PROBLEM DETAILS
Work through the listing below and count the lines that hold "bends". Answer with the number alone.

INFORMATION PROVIDED
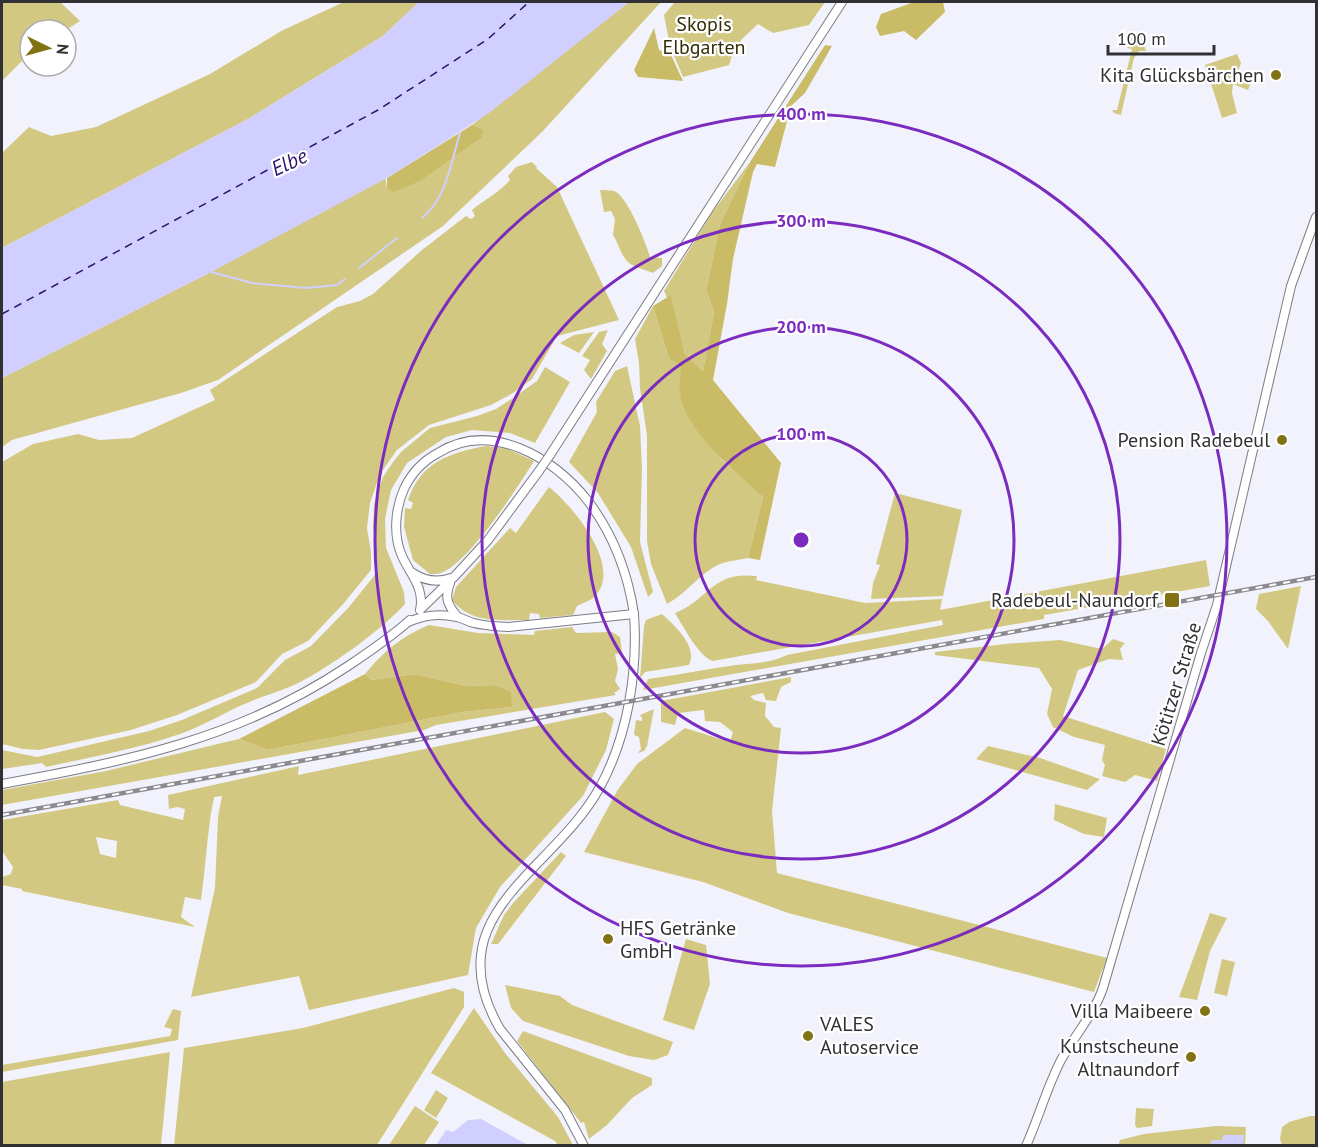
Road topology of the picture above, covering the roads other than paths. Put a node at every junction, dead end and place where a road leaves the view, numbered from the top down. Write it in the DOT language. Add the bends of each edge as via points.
graph roads {
  1 [pos="842,2"];
  2 [pos="1317,218"];
  3 [pos="412,572"];
  4 [pos="452,579"];
  5 [pos="420,610"];
  6 [pos="634,614"];
  7 [pos="458,617"];
  8 [pos="406,623"];
  9 [pos="2,784"];
  10 [pos="584,1146"];
  11 [pos="1026,1146"];
  1 -- 4 [label="main road, bridge" via="550,455 488,540"];
  2 -- 11 [label="street, Kötitzer Straße" via="1291,286 1217,605 1103,988 1054,1074"];
  3 -- 4 [label="main road" via="430,581"];
  3 -- 5 [label="main road" via="422,600"];
  3 -- 6 [label="main road" via="397,537 399,504 411,476 450,445 494,441 532,454 586,499 618,554"];
  4 -- 5 [label="main road"];
  4 -- 7 [label="main road" via="447,603"];
  5 -- 8 [label="main road"];
  6 -- 7 [label="main road" via="507,627 472,623"];
  6 -- 10 [label="street" via="632,677 612,763 579,819 493,916 481,952 481,979 492,1015 565,1110"];
  7 -- 8 [label="main road" via="430,614"];
  8 -- 9 [label="main road" via="317,686 222,731 153,753"];
}
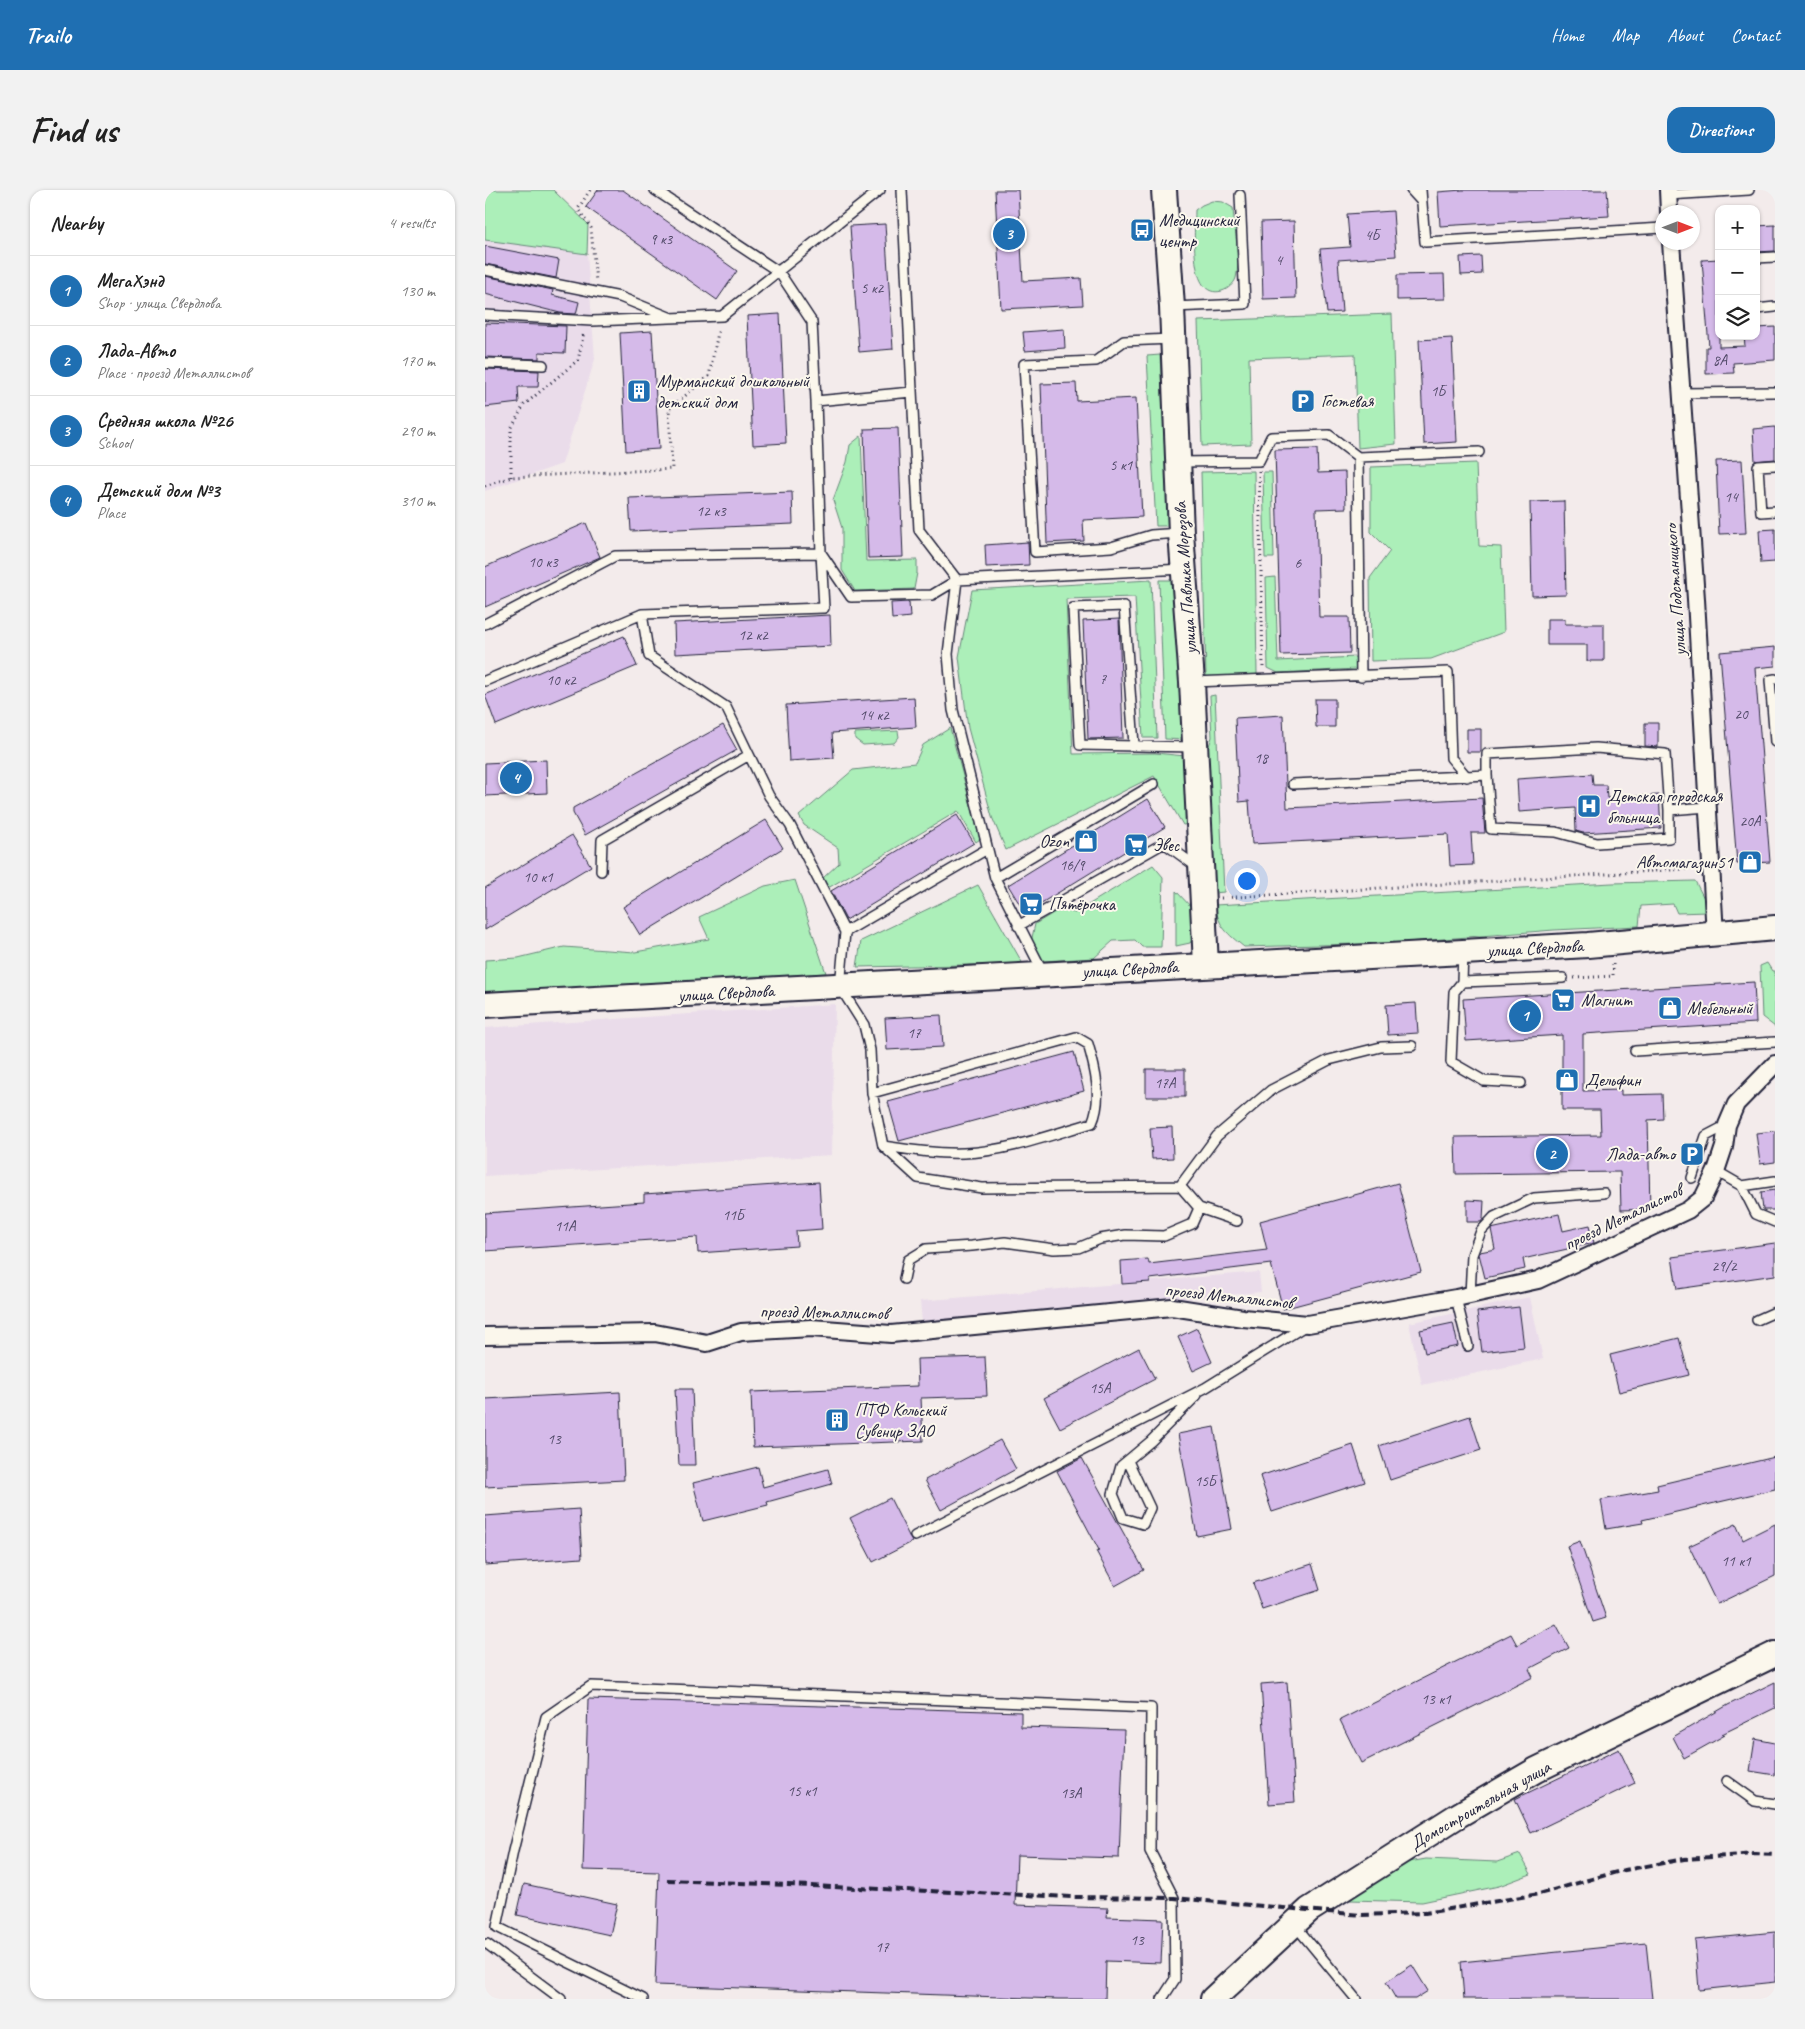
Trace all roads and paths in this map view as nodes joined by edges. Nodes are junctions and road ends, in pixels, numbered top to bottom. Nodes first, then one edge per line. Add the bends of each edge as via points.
1 (590, 190) edge
2 (655, 190) edge
3 (880, 190) edge
4 (902, 190) edge
5 (1164, 190) edge
6 (1411, 190) edge
7 (1421, 190) edge
8 (1749, 190) edge
9 (1668, 192) edge
10 (1240, 195) dead end
11 (1421, 201) junction
12 (1669, 205) edge
13 (1655, 228) edge
14 (1672, 250) edge
15 (1775, 257) edge
16 (1760, 258) edge
17 (485, 270) edge
18 (779, 272) junction
19 (596, 291) junction
20 (1171, 306) junction
21 (1775, 307) edge
22 (1760, 308) edge
23 (485, 315) edge
24 (722, 316) junction
25 (671, 318) junction
26 (592, 321) junction
27 (1173, 339) junction
28 (485, 363) edge
29 (543, 365) dead end
30 (912, 392) junction
31 (1775, 392) edge
32 (1682, 393) junction
33 (816, 401) junction
34 (1479, 452) dead end
35 (1358, 456) junction
36 (1259, 461) junction
37 (1179, 462) junction
38 (1775, 465) edge
39 (511, 477) junction
40 (485, 486) edge
41 (1775, 511) edge
42 (1181, 533) junction
43 (821, 553) junction
44 (1184, 569) junction
45 (957, 580) junction
46 (642, 614) junction
47 (485, 624) edge
48 (1263, 676) dead end
49 (1361, 676) junction
50 (1775, 679) edge
51 (485, 681) edge
52 (1192, 682) junction
53 (1775, 742) edge
54 (1134, 745) junction
55 (1195, 748) junction
56 (749, 755) junction
57 (1487, 775) junction
58 (1467, 777) junction
59 (1154, 784) dead end
60 (1293, 784) dead end
61 (1708, 808) junction
62 (1669, 810) junction
63 (987, 849) junction
64 (1686, 869) dead end
65 (1202, 870) junction
66 (601, 871) dead end
67 (995, 878) junction
68 (1203, 899) junction
69 (1018, 926) junction
70 (1775, 928) edge
71 (845, 932) junction
72 (1715, 935) junction
73 (1463, 952) junction
74 (1613, 963) dead end
75 (1206, 965) junction
76 (1044, 974) junction
77 (1563, 978) joint
78 (1462, 982) junction
79 (840, 987) junction
80 (485, 1005) edge
81 (1775, 1042) edge
82 (1412, 1046) dead end
83 (1635, 1052) dead end
84 (1775, 1064) edge
85 (1521, 1083) dead end
86 (872, 1093) junction
87 (1727, 1125) junction
88 (883, 1146) junction
89 (1716, 1171) junction
90 (1693, 1178) dead end
91 (1775, 1181) edge
92 (1180, 1186) junction
93 (1742, 1186) junction
94 (1604, 1193) dead end
95 (1199, 1208) junction
96 (1237, 1221) dead end
97 (1775, 1222) edge
98 (904, 1279) dead end
99 (1463, 1297) junction
100 (1775, 1312) edge
101 (1757, 1320) dead end
102 (1308, 1324) junction
103 (485, 1336) edge
104 (1468, 1346) dead end
105 (1205, 1388) junction
106 (1128, 1461) junction
107 (915, 1536) dead end
108 (1775, 1654) edge
109 (1727, 1781) dead end
110 (1775, 1804) edge
111 (1293, 1924) junction
112 (487, 1944) dead end
113 (561, 1999) edge
114 (643, 1999) edge
115 (1163, 1999) edge
116 (1213, 1999) edge
117 (1356, 1999) edge

1 - 19 path via 578,209 591,228
2 - 18 lane
3 - 18 lane
4 - 30 lane
5 - 20 street, улица Павлика Морозова
6 - 11 lane
7 - 11 lane
8 - 9 lane
9 - 12 street
10 - 20 lane via 1245,304
11 - 13 lane via 1425,242
14 - 32 street, улица Подстаницкого
15 - 16 lane
17 - 19 lane
18 - 24 lane
18 - 33 lane via 812,322
19 - 25 lane
20 - 27 street, улица Павлика Морозова
21 - 22 lane
23 - 26 lane
24 - 25 lane
24 - 39 path via 709,376 669,409 672,469
25 - 26 lane
26 - 39 path via 584,330 578,360 523,405 511,430
27 - 37 street, улица Павлика Морозова
27 - 42 lane via 1124,341 1096,361 1024,364 1035,552 1111,547 1151,534
28 - 29 lane
30 - 33 lane
30 - 45 lane via 919,530
31 - 32 lane
32 - 61 street, улица Подстаницкого
33 - 43 lane
34 - 35 lane
35 - 36 lane via 1329,435 1271,437
35 - 49 lane
36 - 37 lane
36 - 48 path
37 - 42 street, улица Павлика Морозова
38 - 41 lane via 1758,466 1761,512
39 - 40 path
42 - 44 street, улица Павлика Морозова
43 - 45 lane via 851,597 931,595
43 - 46 lane via 824,608
43 - 47 lane via 615,556
44 - 45 lane
44 - 52 street, улица Павлика Морозова
45 - 63 lane via 948,654 953,710
46 - 51 lane
46 - 56 lane via 649,656 726,707
49 - 52 lane
49 - 58 lane via 1449,672 1451,758
50 - 53 lane via 1770,680
52 - 55 street, улица Павлика Морозова
54 - 54 lane via 1080,745 1073,608 1125,606
54 - 55 lane
55 - 65 street, улица Павлика Морозова
56 - 66 lane via 602,840
56 - 71 lane via 769,796 790,825
57 - 58 lane
57 - 62 lane via 1487,754 1596,748 1665,754
57 - 62 lane via 1491,829 1556,832 1597,843 1669,838
58 - 60 lane
59 - 67 lane
61 - 62 lane
61 - 72 street, улица Подстаницкого
63 - 67 lane
63 - 71 lane
64 - 68 path
65 - 68 street, улица Павлика Морозова
65 - 69 lane via 1164,843
67 - 69 lane
68 - 75 street, улица Павлика Морозова
69 - 76 lane
70 - 72 street, улица Свердлова
71 - 79 lane
72 - 73 street, улица Свердлова
73 - 75 street, улица Свердлова
73 - 78 lane
74 - 77 path via 1613,976
75 - 76 street, улица Свердлова
76 - 79 street, улица Свердлова
77 - 78 lane
78 - 85 lane via 1453,992 1451,1062 1484,1081
79 - 80 street, улица Свердлова
79 - 86 lane via 864,1025 870,1050
81 - 83 lane
82 - 92 lane via 1381,1046 1329,1060 1271,1090 1217,1136
84 - 87 street, проезд Металлистов via 1736,1104
86 - 88 lane
86 - 88 lane via 1076,1037 1088,1044 1095,1066 1097,1096 1092,1123 1015,1146 965,1153 932,1153
87 - 89 street, проезд Металлистов
87 - 90 lane via 1706,1136
88 - 92 lane via 918,1178 982,1188
89 - 93 lane
89 - 99 street, проезд Металлистов via 1703,1198 1688,1210 1537,1280
91 - 93 lane
92 - 95 lane
93 - 97 lane via 1756,1214
94 - 99 lane via 1534,1198 1495,1217 1481,1231
95 - 96 lane
95 - 98 lane via 1192,1224 1164,1236 1125,1235 1078,1248 1005,1242 926,1248 908,1260
99 - 102 street, проезд Металлистов
99 - 104 lane
100 - 101 lane
102 - 103 street, проезд Металлистов via 1172,1307 891,1334 811,1328 741,1332 707,1343 655,1333
102 - 105 lane
105 - 106 lane
105 - 107 lane
106 - 106 lane via 1121,1466 1113,1494 1123,1518 1143,1524 1150,1508
108 - 111 street, Домостроительная улица via 1536,1770 1457,1816 1317,1905
109 - 110 lane via 1755,1801
111 - 116 street, Домостроительная улица
111 - 117 lane
112 - 113 lane
114 - 115 lane via 497,1927 546,1717 591,1686 1151,1708 1150,1851 1174,1898 1175,1979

RESPONSE TO THIS TASK
2